The program data are read from an input stream in `MPSFormat`. This is
a commonly used format for encoding linear and quadratic programs that
is understood by many solvers. All values are expected to be readable
into type `NT`. The constructed program can be further manipulated
by using the set-methods below.
\models ::QuadraticProgram
\models ::LinearProgram
\models ::NonnegativeQuadraticProgram
\models ::NonnegativeLinearProgram
Example
--------------
\ref QP_solver/first_qp_from_mps.cpp
\ref QP_solver/first_lp_from_mps.cpp
\ref QP_solver/first_nonnegative_qp_from_mps.cpp
\ref QP_solver/first_nonnegative_lp_from_mps.cpp
\sa `Quadratic_program<NT>`
\sa `Quadratic_program_from_iterators<A_it, B_it, R_it, FL_it, L_it, FU_it, U_it, D_it, C_it>`
\sa `Linear_program_from_iterators<A_it, B_it, R_it, FL_it, L_it, FU_it, U_it, C_it>`
\sa `Nonnegative_quadratic_program_from_iterators<A_it, B_it, R_it, D_it, C_it>`
\sa `Nonnegative_linear_program_from_iterators<A_it, B_it, R_it, C_it>`
*/
template< typename NT >
class Quadratic_program_from_mps {
public:
/// \name Types
/// @{
/*!
The number type of the program entries.
*/
typedef Hidden_type NT;
/// @}
/// \name Creation
/// @{
/*!
reads `qp` from the input stream `in`.
*/
Quadratic_program_from_mps(std::istream& in);
/// @}
/// \name Operations
/// @{
/*!
returns `true` if and only if an
MPS-encoded quadratic program could be extracted from the input stream.
*/
bool is_valid() const;
/*!
if !`qp``.is_valid()`,
this method returns an error message explaining why the input does not
conform to the `MPSFormat`.
*/
const std::string& get_error() const;
/*!
returns the name of the \f$ j\f$-th variable. \pre \f$ j\f$ must not refer to a variable that has been added later, using one of the set methods below.
*/
const std::string& variable_name_by_index (int j) const;
/*!
returns the index of the variable with name `name`. If there is
no variable with this name, the result is \f$ -1\f$.
*/
int variable_index_by_name (const std::string& name) const;
/*!
returns the name of the \f$ i\f$-th constraint. \pre \f$ i\f$ must not refer to a constraint that has been added later, using one of the set methods below.
*/
const std::string& constraint_name_by_index (int i) const;
/*!
returns the index of the constraint with name `name`. If there is
no constraint with this name, the result is \f$ -1\f$.
*/
int constraint_index_by_name (const std::string& name) const;
/*!
returns `true` if and only if
`qp` is a linear program.
*/
bool is_linear() const;
/*!
returns `true` if and only if
`qp` is a nonnegative program.
*/
bool is_nonnegative() const;
/*!
sets the entry \f$ A_{ij}\f$
in column \f$ j\f$ and row \f$ i\f$ of the constraint matrix \f$ A\f$ of `qp` to
`val`. An existing entry is overwritten. `qp` is enlarged if
necessary to accomodate this entry.
*/
void set_a (int j, int i, const NT& val);
/*!
sets the entry \f$ b_i\f$
of `qp` to `val`. An existing entry is overwritten.

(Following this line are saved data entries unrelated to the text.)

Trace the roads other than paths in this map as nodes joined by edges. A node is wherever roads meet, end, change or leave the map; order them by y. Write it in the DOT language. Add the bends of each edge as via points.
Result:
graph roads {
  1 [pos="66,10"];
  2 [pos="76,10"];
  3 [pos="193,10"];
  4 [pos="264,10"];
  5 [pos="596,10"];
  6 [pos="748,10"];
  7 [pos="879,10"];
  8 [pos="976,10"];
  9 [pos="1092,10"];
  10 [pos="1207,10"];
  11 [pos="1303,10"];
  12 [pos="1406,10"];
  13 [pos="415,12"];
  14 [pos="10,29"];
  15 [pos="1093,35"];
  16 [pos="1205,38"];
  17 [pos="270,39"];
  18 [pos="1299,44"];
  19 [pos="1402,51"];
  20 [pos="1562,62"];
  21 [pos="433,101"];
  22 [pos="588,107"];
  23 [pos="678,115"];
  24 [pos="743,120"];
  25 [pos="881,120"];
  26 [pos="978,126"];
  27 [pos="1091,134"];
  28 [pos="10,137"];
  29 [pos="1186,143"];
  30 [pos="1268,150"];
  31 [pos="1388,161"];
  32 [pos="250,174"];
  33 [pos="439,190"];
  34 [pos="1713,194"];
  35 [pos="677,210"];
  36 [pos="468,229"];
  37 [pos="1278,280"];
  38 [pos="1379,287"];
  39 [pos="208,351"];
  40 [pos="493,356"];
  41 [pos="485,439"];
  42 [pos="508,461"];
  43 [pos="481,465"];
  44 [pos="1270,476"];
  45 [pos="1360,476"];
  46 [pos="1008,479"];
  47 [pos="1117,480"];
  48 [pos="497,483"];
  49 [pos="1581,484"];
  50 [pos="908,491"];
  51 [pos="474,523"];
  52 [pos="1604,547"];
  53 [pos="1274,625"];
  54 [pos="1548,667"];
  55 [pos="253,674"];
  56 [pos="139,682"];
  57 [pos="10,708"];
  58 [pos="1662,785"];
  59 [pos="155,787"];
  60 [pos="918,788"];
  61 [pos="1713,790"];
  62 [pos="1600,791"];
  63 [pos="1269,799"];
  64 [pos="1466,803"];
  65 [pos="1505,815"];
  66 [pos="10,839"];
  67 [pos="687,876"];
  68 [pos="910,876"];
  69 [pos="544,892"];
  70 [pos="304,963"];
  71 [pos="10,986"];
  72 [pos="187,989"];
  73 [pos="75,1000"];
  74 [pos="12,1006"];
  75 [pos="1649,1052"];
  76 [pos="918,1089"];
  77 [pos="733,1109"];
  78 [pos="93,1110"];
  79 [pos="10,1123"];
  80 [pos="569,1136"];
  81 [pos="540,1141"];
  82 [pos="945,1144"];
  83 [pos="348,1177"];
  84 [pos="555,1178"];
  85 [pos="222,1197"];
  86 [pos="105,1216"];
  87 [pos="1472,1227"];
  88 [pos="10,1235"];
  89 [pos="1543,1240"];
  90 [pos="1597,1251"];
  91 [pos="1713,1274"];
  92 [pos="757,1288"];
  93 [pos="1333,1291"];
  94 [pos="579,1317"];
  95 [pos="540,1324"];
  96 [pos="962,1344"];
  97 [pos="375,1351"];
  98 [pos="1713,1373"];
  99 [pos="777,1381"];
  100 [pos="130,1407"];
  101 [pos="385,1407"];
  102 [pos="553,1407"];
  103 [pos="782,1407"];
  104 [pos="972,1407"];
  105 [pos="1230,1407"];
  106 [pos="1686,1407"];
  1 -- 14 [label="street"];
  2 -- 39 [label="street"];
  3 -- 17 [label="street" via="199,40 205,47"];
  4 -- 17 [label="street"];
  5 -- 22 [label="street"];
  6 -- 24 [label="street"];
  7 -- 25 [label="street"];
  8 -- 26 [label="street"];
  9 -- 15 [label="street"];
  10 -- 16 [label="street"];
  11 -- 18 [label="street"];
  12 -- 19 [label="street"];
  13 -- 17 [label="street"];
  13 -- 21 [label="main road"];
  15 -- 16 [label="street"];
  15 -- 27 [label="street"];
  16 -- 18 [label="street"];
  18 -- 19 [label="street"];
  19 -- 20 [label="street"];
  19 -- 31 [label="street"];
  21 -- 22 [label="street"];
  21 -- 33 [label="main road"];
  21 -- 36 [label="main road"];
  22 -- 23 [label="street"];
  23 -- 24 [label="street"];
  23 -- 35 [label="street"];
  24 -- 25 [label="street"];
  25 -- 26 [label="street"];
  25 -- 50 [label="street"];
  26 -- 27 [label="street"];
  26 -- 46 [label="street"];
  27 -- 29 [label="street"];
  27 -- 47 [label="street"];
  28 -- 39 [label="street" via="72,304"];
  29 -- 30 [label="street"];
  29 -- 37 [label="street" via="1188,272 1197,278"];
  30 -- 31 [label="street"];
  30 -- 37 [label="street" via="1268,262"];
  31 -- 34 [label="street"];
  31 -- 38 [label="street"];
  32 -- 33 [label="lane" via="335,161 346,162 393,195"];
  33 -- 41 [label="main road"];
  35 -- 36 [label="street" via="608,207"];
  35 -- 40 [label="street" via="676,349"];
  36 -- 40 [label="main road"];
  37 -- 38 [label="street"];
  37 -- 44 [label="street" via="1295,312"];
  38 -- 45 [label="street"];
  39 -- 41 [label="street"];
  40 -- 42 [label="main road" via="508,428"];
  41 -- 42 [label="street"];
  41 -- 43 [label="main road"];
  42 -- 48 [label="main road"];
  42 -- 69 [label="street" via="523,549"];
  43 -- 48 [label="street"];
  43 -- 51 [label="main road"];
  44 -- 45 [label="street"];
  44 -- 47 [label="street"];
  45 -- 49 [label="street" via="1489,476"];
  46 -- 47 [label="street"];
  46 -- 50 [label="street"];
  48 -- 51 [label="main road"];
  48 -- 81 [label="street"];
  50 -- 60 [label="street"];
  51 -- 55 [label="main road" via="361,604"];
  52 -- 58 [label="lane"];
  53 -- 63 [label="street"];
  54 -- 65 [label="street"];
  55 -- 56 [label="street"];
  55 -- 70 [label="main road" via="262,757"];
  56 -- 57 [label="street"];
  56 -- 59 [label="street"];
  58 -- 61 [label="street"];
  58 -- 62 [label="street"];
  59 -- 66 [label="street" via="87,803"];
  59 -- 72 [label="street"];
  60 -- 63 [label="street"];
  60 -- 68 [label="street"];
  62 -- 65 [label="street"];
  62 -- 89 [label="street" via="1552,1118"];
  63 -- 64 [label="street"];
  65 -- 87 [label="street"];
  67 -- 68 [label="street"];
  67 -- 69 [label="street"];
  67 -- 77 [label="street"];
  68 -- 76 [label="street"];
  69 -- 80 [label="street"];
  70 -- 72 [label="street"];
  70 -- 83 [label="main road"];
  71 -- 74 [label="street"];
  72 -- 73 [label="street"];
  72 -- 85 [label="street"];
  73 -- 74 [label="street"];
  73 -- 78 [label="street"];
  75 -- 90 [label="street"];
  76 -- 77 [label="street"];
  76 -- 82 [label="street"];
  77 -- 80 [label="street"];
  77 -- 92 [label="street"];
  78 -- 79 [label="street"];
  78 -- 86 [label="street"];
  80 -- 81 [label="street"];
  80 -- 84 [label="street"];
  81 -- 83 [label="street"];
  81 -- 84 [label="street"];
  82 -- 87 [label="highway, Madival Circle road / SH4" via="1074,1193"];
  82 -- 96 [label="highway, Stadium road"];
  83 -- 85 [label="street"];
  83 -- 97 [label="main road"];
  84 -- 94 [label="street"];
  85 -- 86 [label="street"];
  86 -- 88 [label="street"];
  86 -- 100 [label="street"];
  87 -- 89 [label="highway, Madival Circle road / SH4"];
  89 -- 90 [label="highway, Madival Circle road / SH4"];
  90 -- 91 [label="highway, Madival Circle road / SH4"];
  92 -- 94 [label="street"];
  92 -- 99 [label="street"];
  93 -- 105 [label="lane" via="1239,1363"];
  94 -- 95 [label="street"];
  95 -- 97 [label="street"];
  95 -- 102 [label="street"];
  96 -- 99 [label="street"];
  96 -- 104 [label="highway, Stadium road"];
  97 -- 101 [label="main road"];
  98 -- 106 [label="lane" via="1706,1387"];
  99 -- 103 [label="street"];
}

`qp` is enlarged if necessary to accomodate this entry.
*/
void set_b (int i, const NT& val);
/*!
sets the entry \f$ \qprel_i\f$ of `qp` to `rel`. `CGAL::SMALLER`
means that the \f$ i\f$-th constraint is of type "\f$ \leq\f$", `CGAL::EQUAL`
means "\f$ =\f$", and `CGAL::LARGER` encodes "\f$ \geq\f$". An existing entry
is overwritten. `qp` is enlarged if necessary to accomodate this entry.
*/
void set_r (int i, CGAL::Comparison_result rel);
/*!
if `is_finite`, this sets the entry \f$ l_j\f$ of `qp` to `val`,
otherwise it sets \f$ l_j\f$ to \f$ -\infty\f$. An existing entry is overwritten.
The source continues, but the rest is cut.